> THE TASK:
Below are records with pictures. Reproduce exactly the lines from the line with "pinky dip: (307, 299)" to the line with "thumb tip: (281, 338)", inclusive, and leave each picture out.

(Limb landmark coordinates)
*** Block opens ***
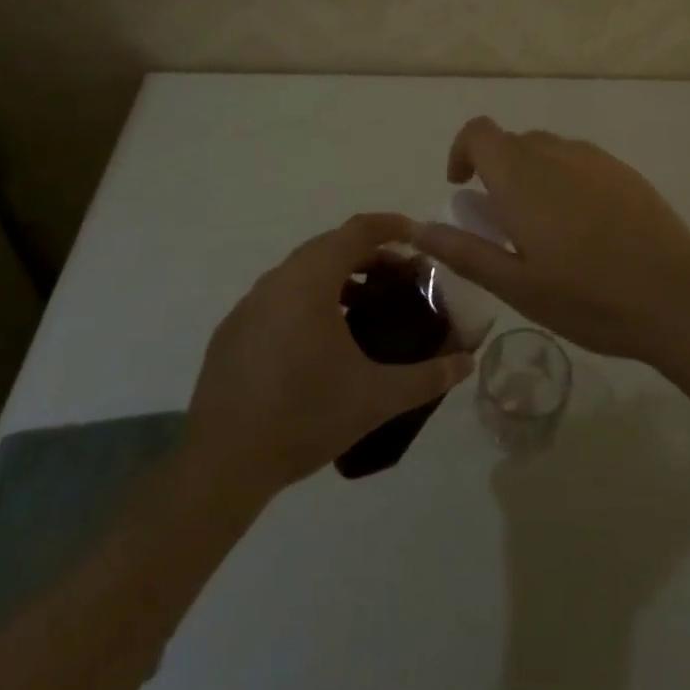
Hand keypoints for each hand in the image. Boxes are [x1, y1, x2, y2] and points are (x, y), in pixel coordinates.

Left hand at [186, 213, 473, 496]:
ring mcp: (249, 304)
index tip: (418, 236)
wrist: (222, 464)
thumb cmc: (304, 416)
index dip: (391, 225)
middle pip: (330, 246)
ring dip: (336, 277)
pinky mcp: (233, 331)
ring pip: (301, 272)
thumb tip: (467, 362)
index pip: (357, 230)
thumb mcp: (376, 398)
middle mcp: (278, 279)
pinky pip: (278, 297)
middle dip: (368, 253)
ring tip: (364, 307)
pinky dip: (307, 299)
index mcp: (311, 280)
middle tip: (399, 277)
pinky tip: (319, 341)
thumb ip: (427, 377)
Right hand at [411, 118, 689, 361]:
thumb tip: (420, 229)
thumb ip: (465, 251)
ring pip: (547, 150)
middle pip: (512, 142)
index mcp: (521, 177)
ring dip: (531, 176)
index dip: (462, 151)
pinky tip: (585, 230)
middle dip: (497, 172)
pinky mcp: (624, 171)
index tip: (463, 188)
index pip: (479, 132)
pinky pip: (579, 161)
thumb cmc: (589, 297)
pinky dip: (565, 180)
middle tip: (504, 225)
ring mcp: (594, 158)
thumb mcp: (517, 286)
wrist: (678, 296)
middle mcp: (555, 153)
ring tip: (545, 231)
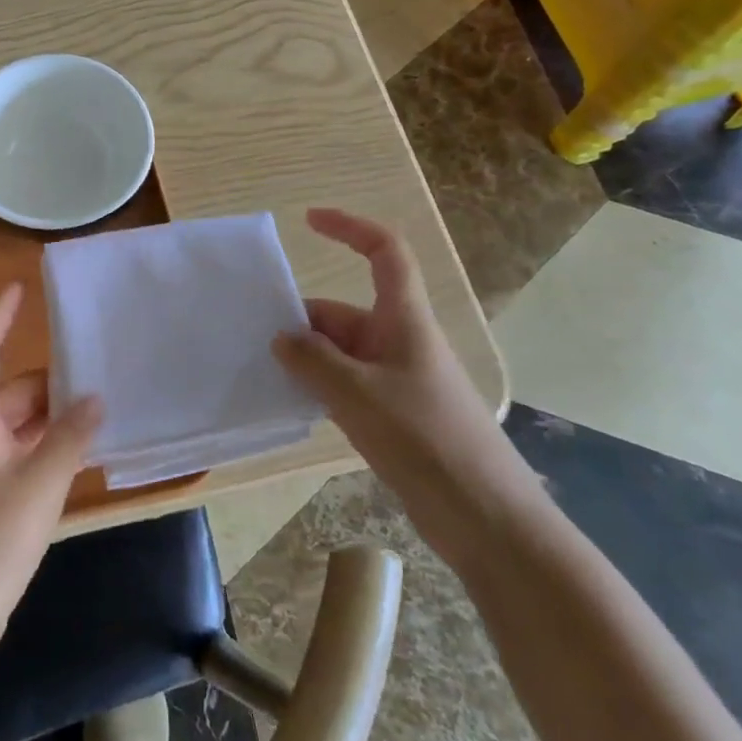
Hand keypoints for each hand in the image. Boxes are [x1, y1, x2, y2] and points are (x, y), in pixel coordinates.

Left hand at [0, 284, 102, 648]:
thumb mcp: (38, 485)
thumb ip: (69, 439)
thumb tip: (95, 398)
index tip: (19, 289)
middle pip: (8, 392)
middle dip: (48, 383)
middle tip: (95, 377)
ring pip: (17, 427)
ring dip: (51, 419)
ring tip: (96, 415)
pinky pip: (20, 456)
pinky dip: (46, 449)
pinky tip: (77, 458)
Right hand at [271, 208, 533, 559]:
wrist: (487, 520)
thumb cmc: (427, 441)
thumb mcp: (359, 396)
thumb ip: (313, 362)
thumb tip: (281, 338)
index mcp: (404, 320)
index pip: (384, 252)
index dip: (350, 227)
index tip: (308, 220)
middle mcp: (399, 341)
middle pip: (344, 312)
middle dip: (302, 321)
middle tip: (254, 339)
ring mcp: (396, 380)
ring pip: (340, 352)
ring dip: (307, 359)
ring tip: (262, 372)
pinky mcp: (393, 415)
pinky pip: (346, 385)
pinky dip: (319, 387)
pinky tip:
*** Block closes ***
> COMPLETED TASK:
pinky dip: (307, 299)
index mcp: (311, 280)
middle tip: (399, 277)
pinky tip: (319, 341)
thumb ip: (427, 377)
Right hand at [411, 118, 689, 361]:
thumb tip: (420, 229)
thumb ip: (465, 251)
ring pip: (547, 150)
middle pip: (512, 142)
index mcp: (521, 177)
ring dip: (531, 176)
index dip: (462, 151)
pinky tip: (585, 230)
middle dip: (497, 172)
pinky mcp: (624, 171)
index tip: (463, 188)
index pip: (479, 132)
pinky pip: (579, 161)
thumb cmc: (589, 297)
pinky dip: (565, 180)
middle tip: (504, 225)
ring mcp: (594, 158)
thumb mcp: (517, 286)
wrist: (678, 296)
middle mcp: (555, 153)
ring tip: (545, 231)
Hand keypoints for each hand in the image. Boxes are [x1, y1, x2, y2] and points are (x, y), in pixel coordinates.

Left hand at [0, 284, 102, 648]:
thumb mcp: (38, 485)
thumb ip: (69, 439)
thumb tip: (95, 398)
index tip: (19, 289)
middle pip: (8, 392)
middle dip: (48, 383)
middle tip: (95, 377)
ring pip: (17, 427)
ring dip: (51, 419)
ring tip: (96, 415)
pinky pip: (20, 456)
pinky dip: (46, 449)
pinky tip: (77, 458)
Right hand at [271, 208, 533, 559]:
wrist: (487, 520)
thumb cmc: (427, 441)
thumb mcp: (359, 396)
thumb ip: (313, 362)
thumb tip: (281, 338)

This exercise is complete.